Go over the data and work out how many lines include the word "pinky". Give that number only.

Given data:
-------

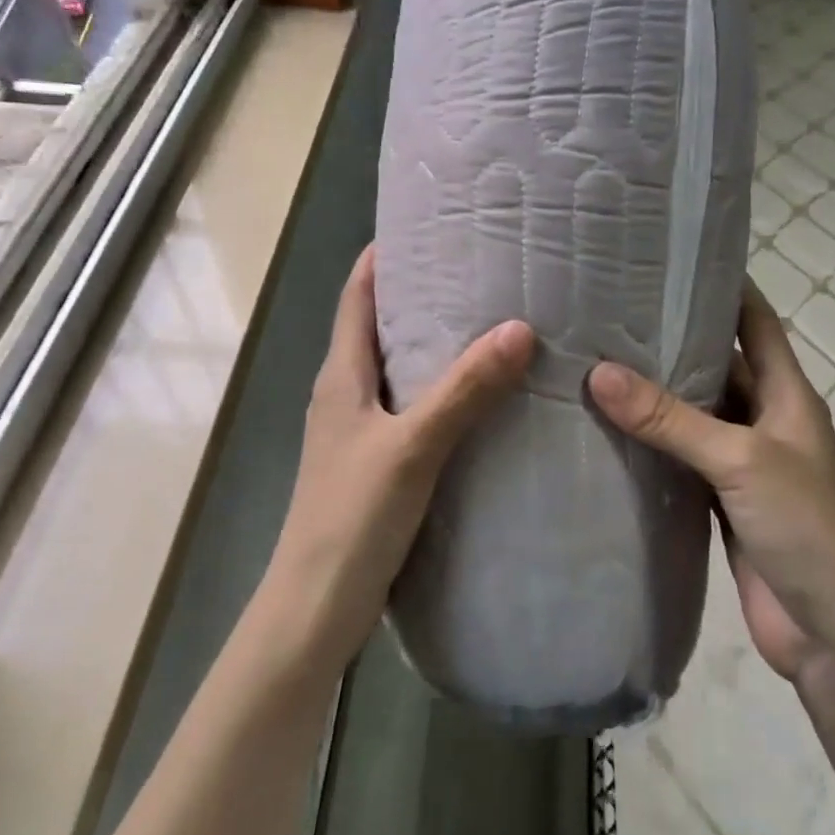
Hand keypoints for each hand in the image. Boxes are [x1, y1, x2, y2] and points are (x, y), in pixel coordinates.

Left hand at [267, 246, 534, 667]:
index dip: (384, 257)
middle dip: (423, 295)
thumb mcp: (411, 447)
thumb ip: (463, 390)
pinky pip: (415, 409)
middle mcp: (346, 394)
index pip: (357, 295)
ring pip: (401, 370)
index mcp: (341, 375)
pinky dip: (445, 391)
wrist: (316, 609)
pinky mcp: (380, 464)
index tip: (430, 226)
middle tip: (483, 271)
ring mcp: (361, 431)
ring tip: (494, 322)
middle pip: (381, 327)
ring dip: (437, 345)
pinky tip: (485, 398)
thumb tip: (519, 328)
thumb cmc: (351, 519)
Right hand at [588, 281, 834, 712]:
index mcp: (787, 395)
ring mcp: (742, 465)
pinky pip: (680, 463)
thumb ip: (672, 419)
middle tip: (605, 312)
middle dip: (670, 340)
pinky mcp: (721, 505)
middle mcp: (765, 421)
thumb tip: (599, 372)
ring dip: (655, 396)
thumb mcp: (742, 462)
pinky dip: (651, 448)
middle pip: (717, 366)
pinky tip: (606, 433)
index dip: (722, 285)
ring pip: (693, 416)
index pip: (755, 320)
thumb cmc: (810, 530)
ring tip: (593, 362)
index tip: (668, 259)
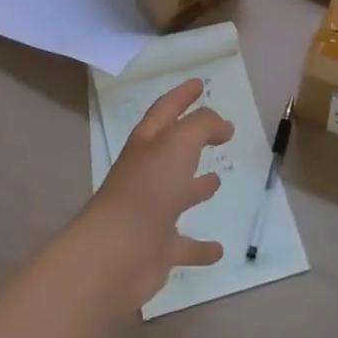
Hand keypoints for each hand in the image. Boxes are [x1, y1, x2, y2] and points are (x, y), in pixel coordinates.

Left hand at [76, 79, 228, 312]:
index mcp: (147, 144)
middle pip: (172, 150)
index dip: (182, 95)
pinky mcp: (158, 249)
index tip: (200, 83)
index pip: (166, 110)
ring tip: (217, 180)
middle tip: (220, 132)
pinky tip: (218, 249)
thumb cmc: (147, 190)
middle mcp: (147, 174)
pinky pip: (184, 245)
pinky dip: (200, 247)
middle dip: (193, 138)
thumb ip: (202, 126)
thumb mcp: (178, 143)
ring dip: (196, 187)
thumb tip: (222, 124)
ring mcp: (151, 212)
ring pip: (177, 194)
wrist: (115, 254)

-------

Task solution:
12